The plot is a thinnish one in which Hogwarts finds itself playing host to some blonde cloched demoiselles from Beauxbatons Academy and some butch Cossacks under a Rasputinesque mentor from the Durmstrang Institute, against whose finest Harry is mysteriously entered as the fourth wizard in the TriWizard cup. The competition has various rounds — dragon slaying, underwater terrors, etc. —but Newell struggles to put any real narrative drive into the episodes. For what it’s worth, my kids enjoyed the little human touches most: Malfoy’s transfiguration into a ferret, the twins giggling at Ron being forced to waltz with Professor McGonagall. ‘Place your hand on my waist,’ commands Maggie Smith. ‘Where?’ he gasps, gulping in horror.

This is part of the build-up to the big Hogwarts ball, a fairly transparent attempt to interpolate an American Prom Night into English boarding-school life. Nothing wrong with that, but with Jarvis Cocker turning up to front the house band I was beginning to feel cameo-ed out: Eric Sykes, Miranda Richardson as a tarty tabloid hackette, Ralph Fiennes as a baldemort Voldemort looking like the English Patient unbandaged. Is there anyone who hasn’t done a walk-on in Harry Potter? Was that Boris Johnson pogo-ing with Prince Edward in the rave sequence? It’s a terrible waste of most of the talent: Alan Rickman’s Snape is reduced to an occasional lip-purse and eyebrow-arch.
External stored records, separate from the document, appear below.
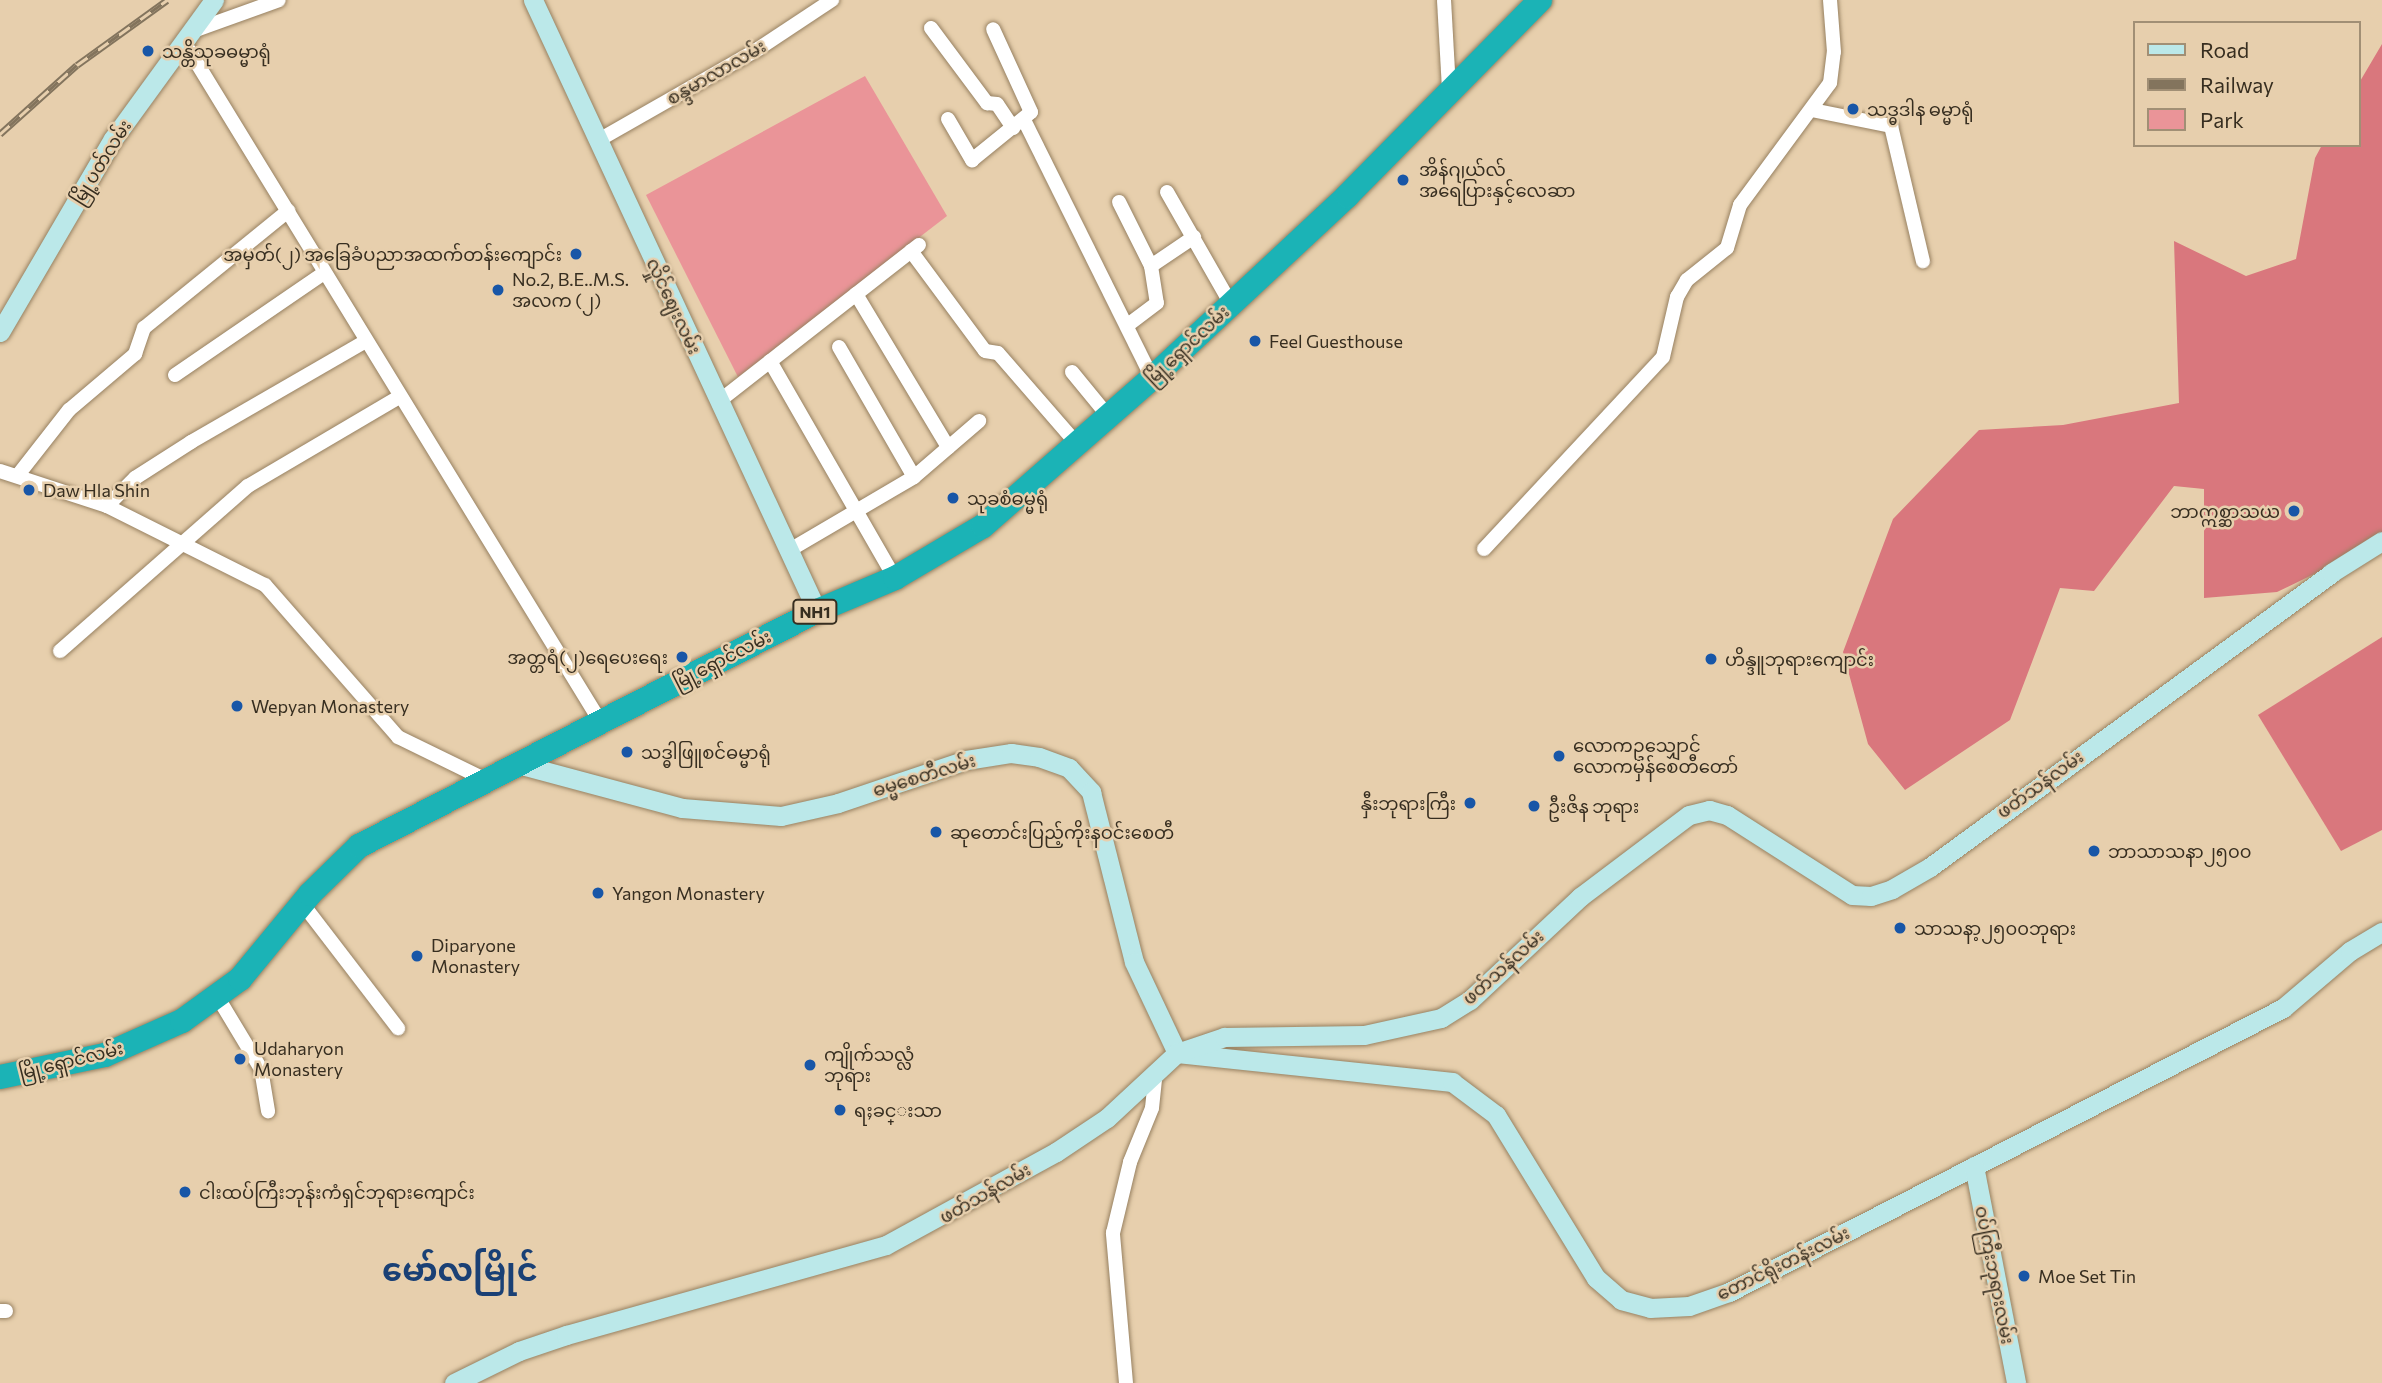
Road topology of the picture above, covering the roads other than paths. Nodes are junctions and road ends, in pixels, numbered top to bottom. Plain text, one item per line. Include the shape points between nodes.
1 (214, 0) edge
2 (279, 0) edge
3 (533, 0) edge
4 (832, 0) edge
5 (1444, 0) edge
6 (1540, 0) edge
7 (1830, 0) edge
8 (931, 28) dead end
9 (993, 29) dead end
10 (188, 37) junction
11 (1449, 89) junction
12 (1812, 110) junction
13 (948, 119) dead end
14 (1018, 124) junction
15 (597, 141) junction
16 (1167, 192) dead end
17 (1119, 202) dead end
18 (288, 211) junction
19 (1194, 237) junction
20 (1923, 261) dead end
21 (1151, 266) junction
22 (324, 273) junction
23 (856, 294) junction
24 (1231, 304) junction
25 (1128, 325) junction
26 (0, 332) edge
27 (366, 341) junction
28 (839, 347) dead end
29 (770, 361) junction
30 (1072, 372) dead end
31 (175, 375) dead end
32 (1152, 378) junction
33 (399, 397) junction
34 (718, 402) junction
35 (1109, 416) junction
36 (979, 421) dead end
37 (1077, 444) junction
38 (948, 447) junction
39 (0, 471) edge
40 (19, 475) junction
41 (914, 477) junction
42 (107, 506) junction
43 (856, 514) junction
44 (2382, 541) edge
45 (187, 543) junction
46 (1484, 548) dead end
47 (788, 551) junction
48 (895, 578) junction
49 (817, 611) junction
50 (60, 651) dead end
51 (600, 721) junction
52 (518, 764) junction
53 (484, 779) junction
54 (302, 903) junction
55 (2382, 932) edge
56 (217, 996) junction
57 (398, 1028) dead end
58 (1177, 1053) junction
59 (1156, 1072) junction
60 (0, 1077) edge
61 (268, 1111) dead end
62 (1974, 1166) junction
63 (454, 1383) edge
64 (1126, 1383) edge
65 (2016, 1383) edge

1 - 10 street, မြို့ပတ်လမ်း
2 - 10 street
3 - 15 street, လှိုင်ဈေးလမ်း
4 - 15 street, စန္ဒမာလာလမ်း via 758,49
5 - 11 street
6 - 11 highway, မြို့ရှောင်လမ်း / NH1
7 - 12 street via 1834,52 1830,83
8 - 14 street via 986,103 997,104
9 - 14 street via 1031,106
10 - 18 street
10 - 26 street, မြို့ပတ်လမ်း via 113,139
11 - 24 highway, မြို့ရှောင်လမ်း / NH1 via 1347,196
12 - 20 street via 1891,126
12 - 46 street via 1741,205 1727,248 1687,280 1677,297 1663,357
13 - 14 street via 972,160
14 - 25 street
15 - 34 street, လှိုင်ဈေးလမ်း
16 - 19 street
17 - 21 street
18 - 22 street
18 - 40 street via 144,328 135,354 69,410
19 - 21 street
19 - 24 street
21 - 25 street via 1157,303
22 - 27 street
22 - 31 street
23 - 29 street
23 - 37 street via 915,248 985,351 998,353
23 - 38 street
24 - 32 highway, မြို့ရှောင်လမ်း / NH1
25 - 32 street
27 - 33 street
27 - 42 street via 191,442 135,478
28 - 41 street
29 - 34 street
29 - 43 street
30 - 35 street
32 - 35 highway, မြို့ရှောင်လမ်း / NH1
33 - 45 street via 248,485
33 - 51 street
34 - 47 street, လှိုင်ဈေးလမ်း
35 - 37 highway, မြို့ရှောင်လမ်း / NH1
36 - 38 street
37 - 48 highway, မြို့ရှောင်လမ်း / NH1 via 984,526
38 - 41 street
39 - 40 street
40 - 42 street
41 - 43 street
42 - 45 street
43 - 47 street
43 - 48 street
44 - 58 street, ဖတ်သန်လမ်း via 2320,581 1930,867 1892,888 1871,896 1852,895 1727,815 1709,810 1689,815 1580,897 1470,1000 1441,1018 1364,1035 1224,1037
45 - 50 street
45 - 53 street via 265,585 398,737
47 - 49 street, လှိုင်ဈေးလမ်း
48 - 49 highway, မြို့ရှောင်လမ်း / NH1
49 - 51 highway, မြို့ရှောင်လမ်း / NH1
51 - 52 highway, မြို့ရှောင်လမ်း / NH1
52 - 53 highway, မြို့ရှောင်လမ်း / NH1
52 - 58 street, ဓမ္မစေတီလမ်း via 682,808 781,816 838,803 965,760 1010,753 1069,768 1095,801 1134,962
53 - 54 highway, မြို့ရှောင်လမ်း / NH1 via 359,846
54 - 56 highway, မြို့ရှောင်လမ်း / NH1 via 240,979
54 - 57 street
55 - 62 street, တောင်ရိုးတန်းလမ်း via 2350,951 2283,1008
56 - 60 highway, မြို့ရှောင်လမ်း / NH1 via 139,1043 105,1055
56 - 61 street via 261,1069
58 - 59 street, ဖတ်သန်လမ်း
58 - 62 street, တောင်ရိုးတန်းလမ်း via 1452,1082 1496,1115 1596,1278 1620,1300 1650,1308 1689,1306 1729,1292
59 - 63 street, ဖတ်သန်လမ်း via 1107,1118 1056,1153 886,1245 566,1335 509,1355
59 - 64 street via 1152,1108 1130,1162 1113,1233
62 - 65 street, ဝပ်ကြီးဘုရားလမ်း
Insofar as there’s a broader theme, it’s that our three chums are growing up, and hormones are a-ragin’. Hermione (Emma Watson) descends the staircase to the Yule ball as a radiant young lady. I don’t recall whether Ron (Rupert Grint) ejaculates ‘Bloody hell!’ at this point, though he does every six minutes throughout the rest of the movie. She’s showing signs of being sweet on him, and he’s too lumpy and laddish to spot it. Miss Watson and Master Grint are kicking loose and having fun with their evolving characters. It’s Daniel Radcliffe’s Harry who’s the wet blanket, stuck with the single-note bespectacled earnestness he perfected in the first movie but unable to convey much of the wit or daring or self-doubt or inspiration the young wizard shows in the book. Given the series’ increasing dependence on gazillion-dollar computerised effects, you’d think post-production could run him up a couple of extra facial expressions.